-
-
Notifications
You must be signed in to change notification settings - Fork 1.2k
Localization Proposal
The main goal is to make it possible to present MathJax's user interface elements in languages other than English. This includes things like the MathJax menu, the About MathJax dialog, the loading messages, and the various error messages produced by the input jax. This document describes a proposal for the underlying code and data structures for implementing this in MathJax.
The code must be able to handle the following:
- expressions with substitution values (e.g., "file xxx not found")
- plural forms (e.g. "loaded xx file" versus "loaded xx files")
- multiple forms for a word (e.g., "Post" as a verb versus "Post" as a noun)
- HTML-snippets as defined in MathJax (since many dialogs are constructed from these)
- fallback to English when translations are not available
- translations for dynamically loaded components
- components that may not all come from the same location
- third-party translations
The mechanism for specifying the selected language has yet to be determined, but the page author should be able to give a default language, and users should be able to override that if they choose.
A new Localization
object will be added to the MathJax
variable to handle localization functions. This will include the data needed for the translations into the selected language, the methods to be called for obtaining those translations, and the methods needed for loading and registering translations.
Currently all messages used in MathJax are in English, and the text of these messages usually are hard-coded as literal strings at the locations the messages are used. (Some messages are constructed on the fly from smaller pieces. These messages may need to be handled differently to allow for easier translation.) This is convenient since it is easy to see what message will be produced at any particular point, but in order to allow MathJax to be localized, these strings will need to be replaced by function calls that obtain the translation appropriate for the selected language.
One approach would be to use these message strings as the keys for looking up the translations, but this would make it harder to modify the English messages if rewording were required, or if spelling errors were found. Instead, each message will have an ID string that will be used to identify the phrase so that the English can be changed without requiring all the translation files to be modified to reflect the change. This also has the advantage the the same word or phrase, when used in different ways, can have different identifiers, so "Post" as a verb and "Post" as a noun can be translated differently, if necessary.

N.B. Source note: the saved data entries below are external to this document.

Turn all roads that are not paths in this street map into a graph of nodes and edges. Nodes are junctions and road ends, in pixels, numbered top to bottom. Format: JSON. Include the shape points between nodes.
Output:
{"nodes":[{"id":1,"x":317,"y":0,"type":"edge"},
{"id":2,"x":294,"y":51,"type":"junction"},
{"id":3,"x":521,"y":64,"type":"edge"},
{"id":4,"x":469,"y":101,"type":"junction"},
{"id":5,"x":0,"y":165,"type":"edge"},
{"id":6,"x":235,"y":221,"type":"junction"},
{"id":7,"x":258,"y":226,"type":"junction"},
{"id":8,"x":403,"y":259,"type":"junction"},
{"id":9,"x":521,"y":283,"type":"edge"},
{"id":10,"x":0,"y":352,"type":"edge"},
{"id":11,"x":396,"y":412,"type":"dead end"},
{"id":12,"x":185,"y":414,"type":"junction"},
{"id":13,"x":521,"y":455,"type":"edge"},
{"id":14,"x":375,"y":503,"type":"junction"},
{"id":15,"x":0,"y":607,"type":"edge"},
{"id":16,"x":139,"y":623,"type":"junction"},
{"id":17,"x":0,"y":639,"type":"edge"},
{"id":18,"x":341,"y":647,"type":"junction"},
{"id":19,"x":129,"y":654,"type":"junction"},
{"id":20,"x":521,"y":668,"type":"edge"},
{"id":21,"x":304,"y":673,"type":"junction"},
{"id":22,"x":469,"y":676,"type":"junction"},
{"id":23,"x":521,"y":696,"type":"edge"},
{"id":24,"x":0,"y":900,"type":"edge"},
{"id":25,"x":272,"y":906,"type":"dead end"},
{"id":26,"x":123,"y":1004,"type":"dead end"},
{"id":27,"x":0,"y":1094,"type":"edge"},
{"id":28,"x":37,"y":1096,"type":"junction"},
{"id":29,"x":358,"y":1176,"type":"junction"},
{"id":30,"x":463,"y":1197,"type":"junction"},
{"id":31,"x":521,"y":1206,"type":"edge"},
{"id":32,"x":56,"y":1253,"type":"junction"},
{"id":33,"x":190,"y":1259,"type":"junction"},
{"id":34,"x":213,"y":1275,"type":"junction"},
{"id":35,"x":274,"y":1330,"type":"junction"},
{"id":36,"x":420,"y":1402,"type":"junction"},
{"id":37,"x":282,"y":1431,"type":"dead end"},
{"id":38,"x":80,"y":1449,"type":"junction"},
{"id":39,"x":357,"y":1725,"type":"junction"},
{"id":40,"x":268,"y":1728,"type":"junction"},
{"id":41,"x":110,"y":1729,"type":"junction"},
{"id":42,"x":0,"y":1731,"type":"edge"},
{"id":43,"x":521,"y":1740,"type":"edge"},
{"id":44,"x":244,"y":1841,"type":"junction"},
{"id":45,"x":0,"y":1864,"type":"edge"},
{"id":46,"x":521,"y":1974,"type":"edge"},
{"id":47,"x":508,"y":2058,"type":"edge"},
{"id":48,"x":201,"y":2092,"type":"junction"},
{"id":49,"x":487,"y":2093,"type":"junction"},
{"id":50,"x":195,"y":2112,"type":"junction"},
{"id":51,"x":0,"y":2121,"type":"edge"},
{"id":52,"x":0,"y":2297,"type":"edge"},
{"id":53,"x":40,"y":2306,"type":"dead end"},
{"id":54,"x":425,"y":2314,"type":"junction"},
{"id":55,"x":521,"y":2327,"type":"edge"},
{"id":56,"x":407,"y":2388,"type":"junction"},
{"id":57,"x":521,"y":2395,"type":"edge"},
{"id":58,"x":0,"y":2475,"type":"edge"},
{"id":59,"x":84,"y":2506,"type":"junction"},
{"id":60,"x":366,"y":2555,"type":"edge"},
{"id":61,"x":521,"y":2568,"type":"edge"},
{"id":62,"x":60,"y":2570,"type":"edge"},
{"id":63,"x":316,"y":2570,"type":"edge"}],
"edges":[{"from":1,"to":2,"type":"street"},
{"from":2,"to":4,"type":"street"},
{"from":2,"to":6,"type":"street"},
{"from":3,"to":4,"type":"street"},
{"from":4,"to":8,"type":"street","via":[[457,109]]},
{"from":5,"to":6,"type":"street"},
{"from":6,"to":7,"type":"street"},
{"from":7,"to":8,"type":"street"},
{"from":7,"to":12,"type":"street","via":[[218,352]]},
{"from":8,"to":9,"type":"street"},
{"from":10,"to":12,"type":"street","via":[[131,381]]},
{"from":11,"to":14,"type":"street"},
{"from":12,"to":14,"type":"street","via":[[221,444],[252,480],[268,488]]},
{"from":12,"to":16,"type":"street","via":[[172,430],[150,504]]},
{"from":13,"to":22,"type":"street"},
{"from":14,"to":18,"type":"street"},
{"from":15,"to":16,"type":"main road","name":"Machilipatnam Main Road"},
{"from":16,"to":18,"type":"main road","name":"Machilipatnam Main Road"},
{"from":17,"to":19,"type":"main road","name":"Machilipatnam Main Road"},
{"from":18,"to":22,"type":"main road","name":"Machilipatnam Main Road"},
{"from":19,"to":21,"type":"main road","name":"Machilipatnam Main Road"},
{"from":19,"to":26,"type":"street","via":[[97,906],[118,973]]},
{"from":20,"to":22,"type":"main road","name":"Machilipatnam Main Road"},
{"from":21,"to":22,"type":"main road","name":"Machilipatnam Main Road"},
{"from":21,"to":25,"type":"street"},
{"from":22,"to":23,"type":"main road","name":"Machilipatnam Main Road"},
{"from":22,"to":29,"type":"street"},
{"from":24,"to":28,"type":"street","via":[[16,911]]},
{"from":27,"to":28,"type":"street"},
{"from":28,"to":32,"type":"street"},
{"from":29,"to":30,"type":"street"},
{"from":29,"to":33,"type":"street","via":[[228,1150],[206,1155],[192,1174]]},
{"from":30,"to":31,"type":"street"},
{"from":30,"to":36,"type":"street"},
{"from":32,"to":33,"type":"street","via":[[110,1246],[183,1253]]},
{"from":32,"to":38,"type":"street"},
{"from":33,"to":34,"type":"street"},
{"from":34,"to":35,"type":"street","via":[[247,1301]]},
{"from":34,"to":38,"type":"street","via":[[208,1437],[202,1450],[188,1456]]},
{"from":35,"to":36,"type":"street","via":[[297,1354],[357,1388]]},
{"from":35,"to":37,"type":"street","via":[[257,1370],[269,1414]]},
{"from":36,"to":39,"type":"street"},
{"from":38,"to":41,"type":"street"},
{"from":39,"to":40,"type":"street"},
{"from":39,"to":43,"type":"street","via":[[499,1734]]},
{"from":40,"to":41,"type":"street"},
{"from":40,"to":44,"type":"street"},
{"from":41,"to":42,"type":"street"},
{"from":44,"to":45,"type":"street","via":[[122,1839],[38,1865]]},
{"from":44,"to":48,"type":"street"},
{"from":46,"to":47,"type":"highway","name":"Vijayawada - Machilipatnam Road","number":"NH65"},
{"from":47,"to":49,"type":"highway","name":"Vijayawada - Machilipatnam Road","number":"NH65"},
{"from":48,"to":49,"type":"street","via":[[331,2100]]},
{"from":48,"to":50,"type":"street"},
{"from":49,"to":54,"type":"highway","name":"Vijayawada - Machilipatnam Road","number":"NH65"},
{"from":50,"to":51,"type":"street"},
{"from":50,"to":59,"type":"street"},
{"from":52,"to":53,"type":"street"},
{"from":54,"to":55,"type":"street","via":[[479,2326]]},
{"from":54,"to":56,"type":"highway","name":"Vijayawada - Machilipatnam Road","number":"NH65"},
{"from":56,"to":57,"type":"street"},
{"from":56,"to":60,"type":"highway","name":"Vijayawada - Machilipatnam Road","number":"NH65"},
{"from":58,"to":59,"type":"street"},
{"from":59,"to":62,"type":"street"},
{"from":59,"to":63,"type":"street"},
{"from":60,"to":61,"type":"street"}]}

The basic means of obtaining the string to use for a message to display to the user is to call the _()
method of the MathJax.Localization
object, passing the string id and the English phrase. For example,
MathJax.Message.Set("Typesetting complete");
could be replaced by
MathJax.Message.Set(_("TC","Typsetting complete"));
where "TC"
is the identifier for the message "Typesetting complete"
, and provided you have defined
var _ = function () {MathJax.Localization._.apply(MathJax.Localization,arguments)}
earlier. (Since most of MathJax is defined within a function closure, making such function shortcuts is straight-forward.)
The advantage of having both the identifier and the English string together is that
- You still can see the actual English message at the location in the code where it is used.
- The English version is available to use as a fallback if the phrase has not been translated into the selected language.
- The English translation doesn't need to be loaded separately (i.e., you don't need to load two language files, the selected one, plus English for fallback, and English users won't need to download any language files at all).
Using short identifiers can lead to collisions if not handled carefully. To help avoid this, we introduce identifier domains that are used to isolate collections of identifiers for one component of MathJax from those for another component. For example, each input jax could have its own domain, as could each extension. This means you only have to worry about collisions within your own domain, and so can more easily manage the uniqueness id's in use.
To use a domain with your id, pass _()
an array consisting of the domain and the id in place of the id. For example, the TeX input jax could use
TEX.Error(_(["TeX","mb"],"Missing Close Brace"));
to get the message with id "mb"
in the domain "TeX"
. Note that the local definition for _()
within the TeX input jax could be
var _ = function (id) {MathJax.Localization._.apply(MathJax.Localization,[ ["TeX",id] ].concat([].slice.call(arguments,1)));
in which case the message above could become
TEX.Error(_("mb","Missing Close Brace"));
This lets you avoid having to repeat the domain within every call to _()
in the input jax. (It would also be possible for TEX.Error()
to call _()
for you, but see below for information about obtaining the translation data.)
The default domain is "_"
.
Many messages need to include words that are not available until run time (like file names, or a token that is causing an error, etc.). To include such values in a message, pass the values to _()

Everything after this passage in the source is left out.